### WHAT YOU HAVE TO DO
From the first line of the listing to the last, set down everything exactly, but skip the images.

### DATASET ENTRIES
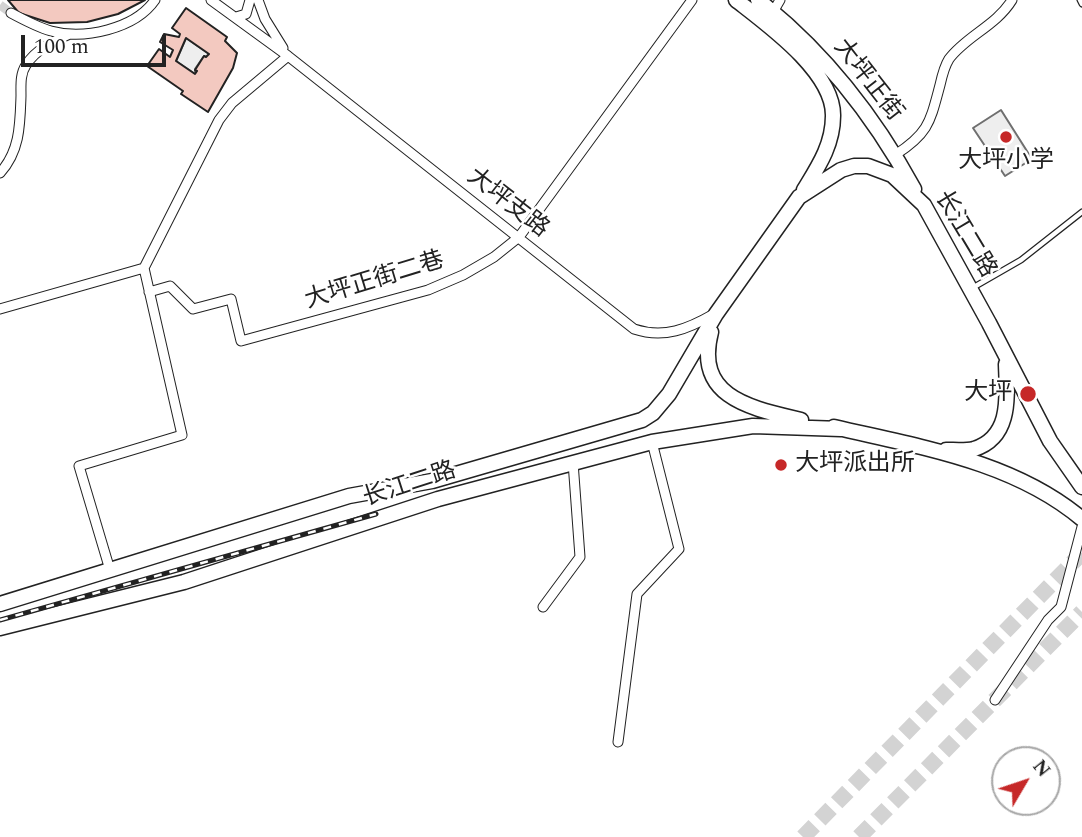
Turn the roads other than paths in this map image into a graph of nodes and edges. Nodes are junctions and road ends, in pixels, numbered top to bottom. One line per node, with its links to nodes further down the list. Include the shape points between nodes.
1 (156, 0): 12 (street, via 142,14 120,25)
2 (211, 0): 11 (street, 大坪支路)
3 (250, 0): 11 (street, via 246,14)
4 (258, 0): 13 (street)
5 (692, 0): 19 (street, 大坪正街二巷)
6 (736, 0): 16 (main road, 大坪正街, via 804,59 831,101 830,140)
7 (758, 0): 9 (main road, 大坪正街)
8 (1012, 0): 14 (street, via 1003,15 949,59 931,119 914,142)
9 (777, 6): 14 (main road, 大坪正街)
10 (11, 13): 12 (street)
11 (236, 17): 13 (street, 大坪支路)
12 (70, 34): 15 (street, via 50,43 24,68 17,144)
13 (288, 56): 19 (street, 大坪支路); 20 (street, via 232,103 219,120)
14 (895, 155): 17 (main road, 大坪正街)
15 (0, 173)
16 (799, 197): 17 (main road, 长江二路, via 841,170 868,166 892,174); 24 (main road, 长江二路)
17 (924, 205): 21 (main road, 长江二路)
18 (1082, 212): 21 (lane, via 1021,260)
19 (519, 237): 22 (street, 大坪正街二巷, via 494,257 428,290 241,341 231,299 193,309 170,286); 24 (street, 大坪支路, via 634,329 673,332)
20 (144, 268): 22 (street); 23 (street)
21 (970, 290): 25 (main road, 长江二路)
22 (149, 292): 33 (street, via 182,435 79,466)
23 (0, 309)
24 (716, 314): 26 (main road, 长江二路, via 707,357 720,387 758,410); 33 (main road, 长江二路, via 669,394 642,420 432,481 349,496)
25 (1006, 358): 28 (main road, 长江二路, via 1007,398 1000,430 973,449); 30 (main road, 长江二路, via 1049,441)
26 (841, 429): 27 (main road, 长江二路, via 752,426); 28 (main road, 长江二路)
27 (652, 442): 29 (main road, 长江二路); 38 (street, via 680,549 637,594)
28 (938, 451): 31 (main road, 长江二路, via 1047,494)
29 (573, 462): 35 (street, via 580,557); 36 (main road, 长江二路, via 438,499 184,582)
30 (1082, 487)
31 (1082, 519)
32 (1082, 527): 37 (street, via 1061,607)
33 (110, 570): 34 (main road, 长江二路)
34 (0, 604)
35 (543, 607)
36 (0, 628)
37 (995, 701)
38 (618, 742)

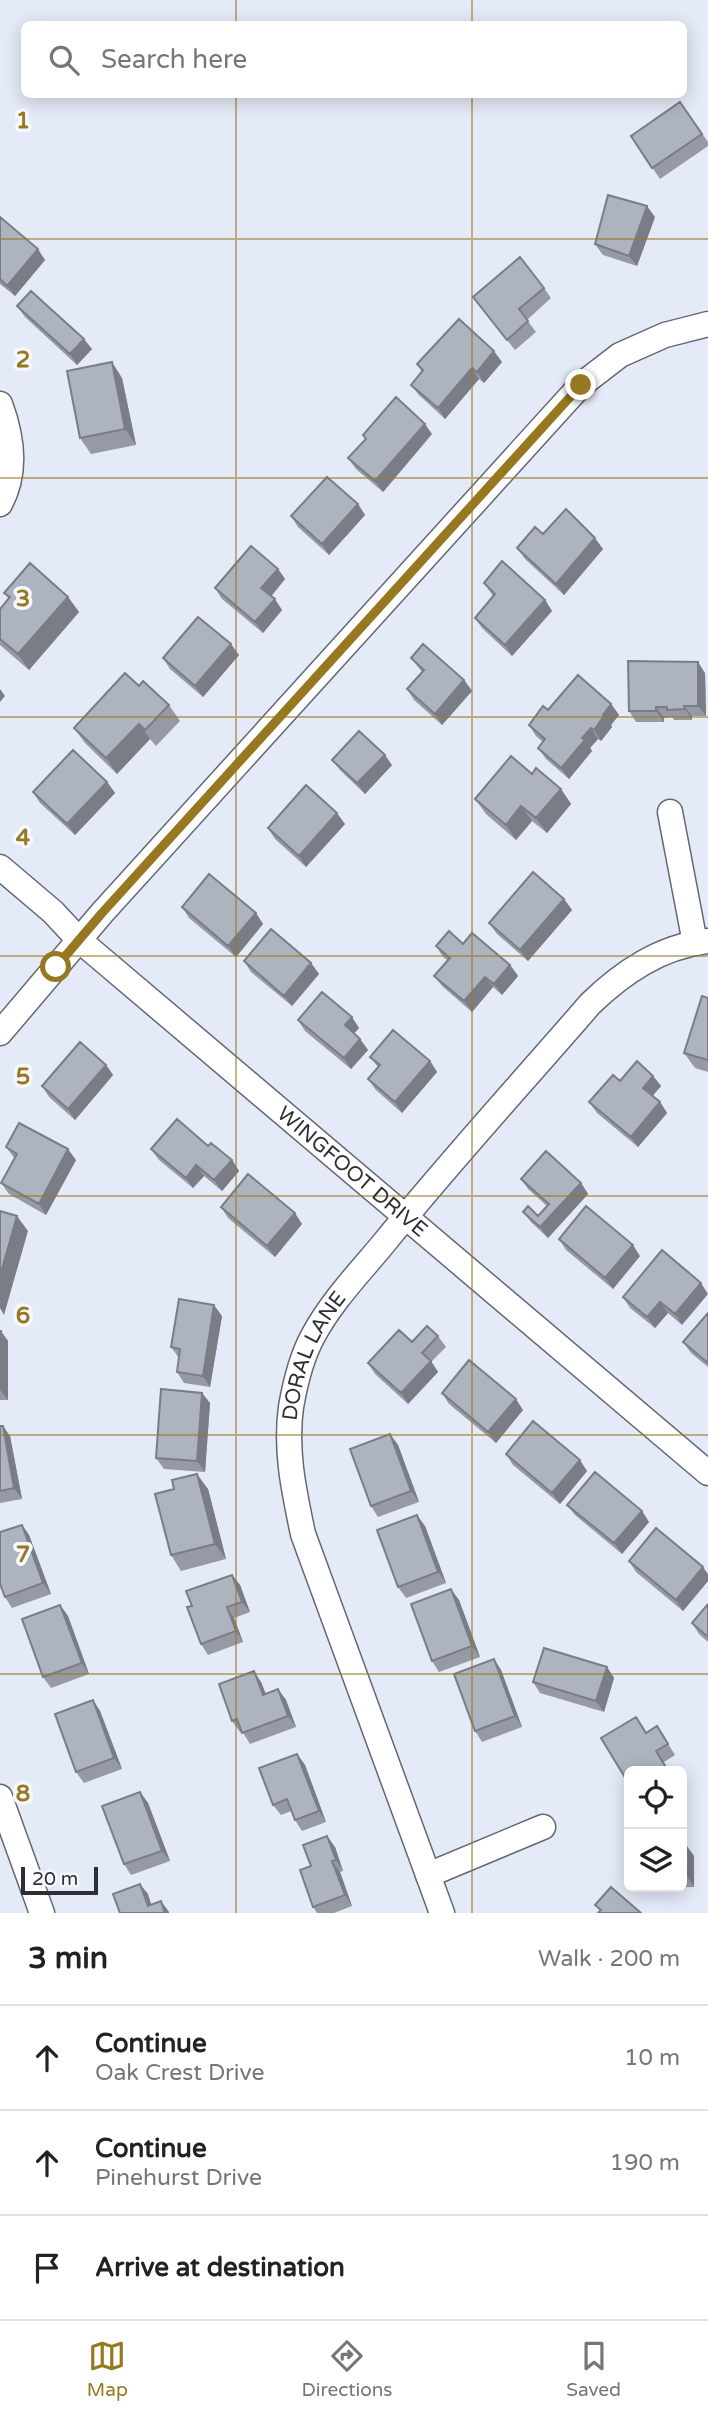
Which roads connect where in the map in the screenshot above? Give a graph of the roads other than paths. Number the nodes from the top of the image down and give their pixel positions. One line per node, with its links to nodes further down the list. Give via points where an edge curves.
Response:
1 (708, 324): 6 (street, via 665,335 620,355 581,385)
2 (0, 404): 3 (street, via 11,445)
3 (0, 504)
4 (670, 812): 7 (street)
5 (0, 867): 6 (street, WINGFOOT DRIVE)
6 (79, 940): 8 (street); 9 (street, WINGFOOT DRIVE)
7 (702, 942): 9 (street, DORAL LANE, via 665,952 612,983)
8 (0, 1033)
9 (406, 1216): 10 (street, WINGFOOT DRIVE); 13 (street, DORAL LANE, via 313,1336 292,1405 288,1438 303,1534)
10 (708, 1473)
11 (0, 1797): 14 (street)
12 (543, 1827): 13 (street)
13 (428, 1875): 15 (street, DORAL LANE)
14 (42, 1913)
15 (442, 1913)

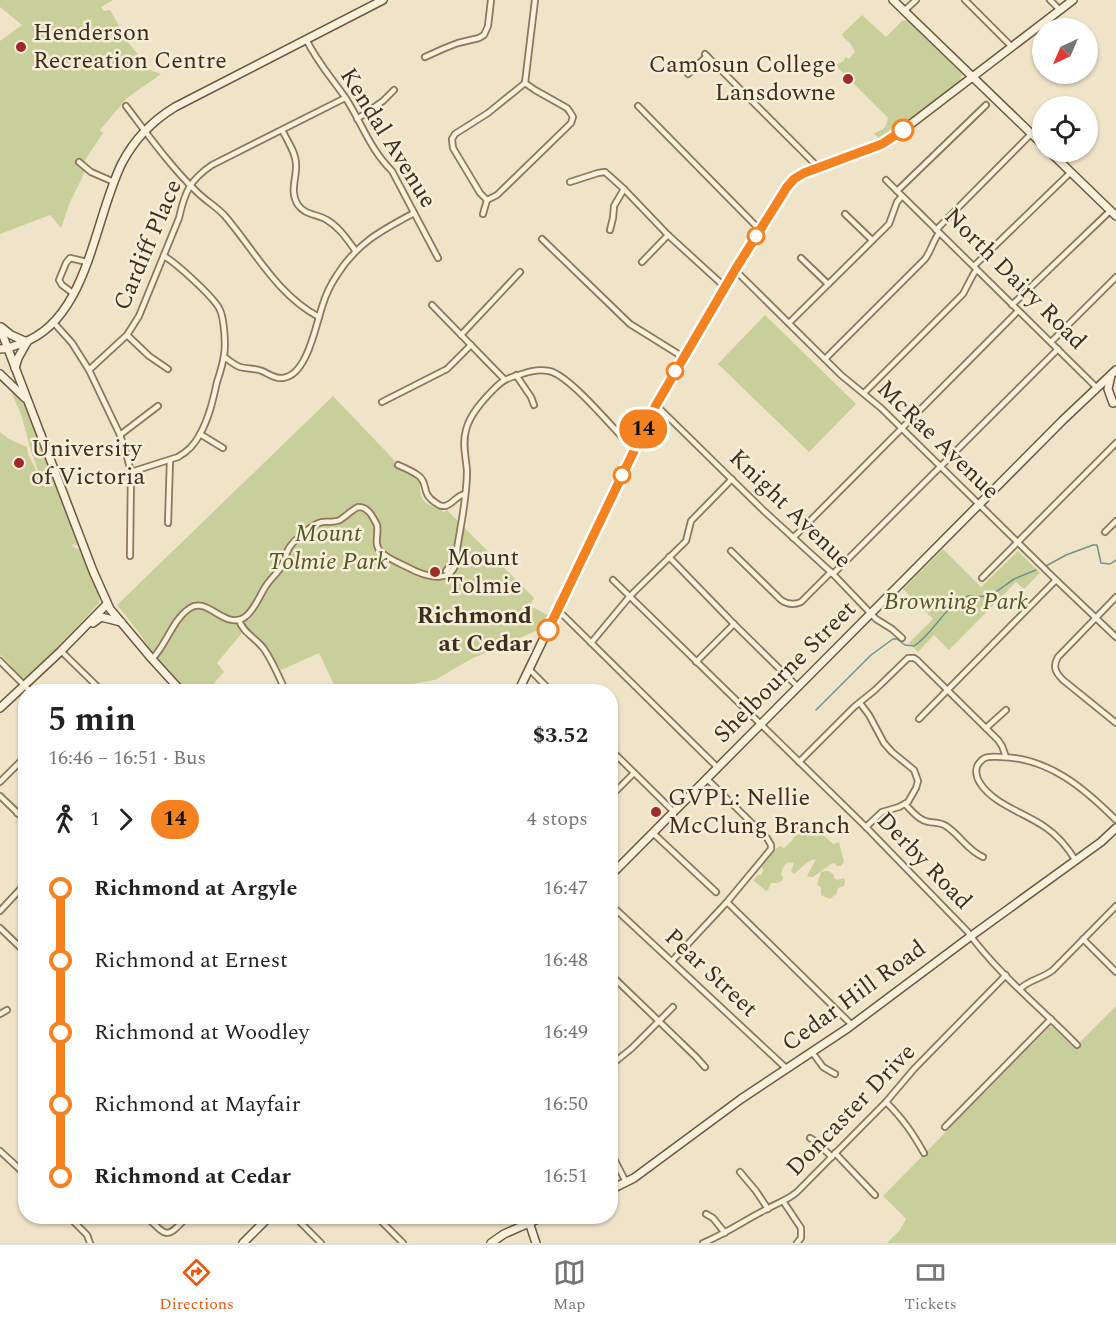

### SOLVED PROBLEM
Turn the roads other than paths in this map image into a graph of nodes and edges. Nodes are junctions and road ends, in pixels, numbered top to bottom. One line per node, with its links to nodes further down the list. Include the shape points between nodes.
1 (156, 0): 12 (street, via 142,14 120,25)
2 (211, 0): 11 (street, 大坪支路)
3 (250, 0): 11 (street, via 246,14)
4 (258, 0): 13 (street)
5 (692, 0): 19 (street, 大坪正街二巷)
6 (736, 0): 16 (main road, 大坪正街, via 804,59 831,101 830,140)
7 (758, 0): 9 (main road, 大坪正街)
8 (1012, 0): 14 (street, via 1003,15 949,59 931,119 914,142)
9 (777, 6): 14 (main road, 大坪正街)
10 (11, 13): 12 (street)
11 (236, 17): 13 (street, 大坪支路)
12 (70, 34): 15 (street, via 50,43 24,68 17,144)
13 (288, 56): 19 (street, 大坪支路); 20 (street, via 232,103 219,120)
14 (895, 155): 17 (main road, 大坪正街)
15 (0, 173)
16 (799, 197): 17 (main road, 长江二路, via 841,170 868,166 892,174); 24 (main road, 长江二路)
17 (924, 205): 21 (main road, 长江二路)
18 (1082, 212): 21 (lane, via 1021,260)
19 (519, 237): 22 (street, 大坪正街二巷, via 494,257 428,290 241,341 231,299 193,309 170,286); 24 (street, 大坪支路, via 634,329 673,332)
20 (144, 268): 22 (street); 23 (street)
21 (970, 290): 25 (main road, 长江二路)
22 (149, 292): 33 (street, via 182,435 79,466)
23 (0, 309)
24 (716, 314): 26 (main road, 长江二路, via 707,357 720,387 758,410); 33 (main road, 长江二路, via 669,394 642,420 432,481 349,496)
25 (1006, 358): 28 (main road, 长江二路, via 1007,398 1000,430 973,449); 30 (main road, 长江二路, via 1049,441)
26 (841, 429): 27 (main road, 长江二路, via 752,426); 28 (main road, 长江二路)
27 (652, 442): 29 (main road, 长江二路); 38 (street, via 680,549 637,594)
28 (938, 451): 31 (main road, 长江二路, via 1047,494)
29 (573, 462): 35 (street, via 580,557); 36 (main road, 长江二路, via 438,499 184,582)
30 (1082, 487)
31 (1082, 519)
32 (1082, 527): 37 (street, via 1061,607)
33 (110, 570): 34 (main road, 长江二路)
34 (0, 604)
35 (543, 607)
36 (0, 628)
37 (995, 701)
38 (618, 742)

Which roads connect where in the map in the screenshot above? Give a graph of the roads other than paths. Number the nodes from the top of the image down and give their pixel positions. One line per node, with its links to nodes further down the list. Give via points where an edge curves.
Response:
1 (708, 324): 6 (street, via 665,335 620,355 581,385)
2 (0, 404): 3 (street, via 11,445)
3 (0, 504)
4 (670, 812): 7 (street)
5 (0, 867): 6 (street, WINGFOOT DRIVE)
6 (79, 940): 8 (street); 9 (street, WINGFOOT DRIVE)
7 (702, 942): 9 (street, DORAL LANE, via 665,952 612,983)
8 (0, 1033)
9 (406, 1216): 10 (street, WINGFOOT DRIVE); 13 (street, DORAL LANE, via 313,1336 292,1405 288,1438 303,1534)
10 (708, 1473)
11 (0, 1797): 14 (street)
12 (543, 1827): 13 (street)
13 (428, 1875): 15 (street, DORAL LANE)
14 (42, 1913)
15 (442, 1913)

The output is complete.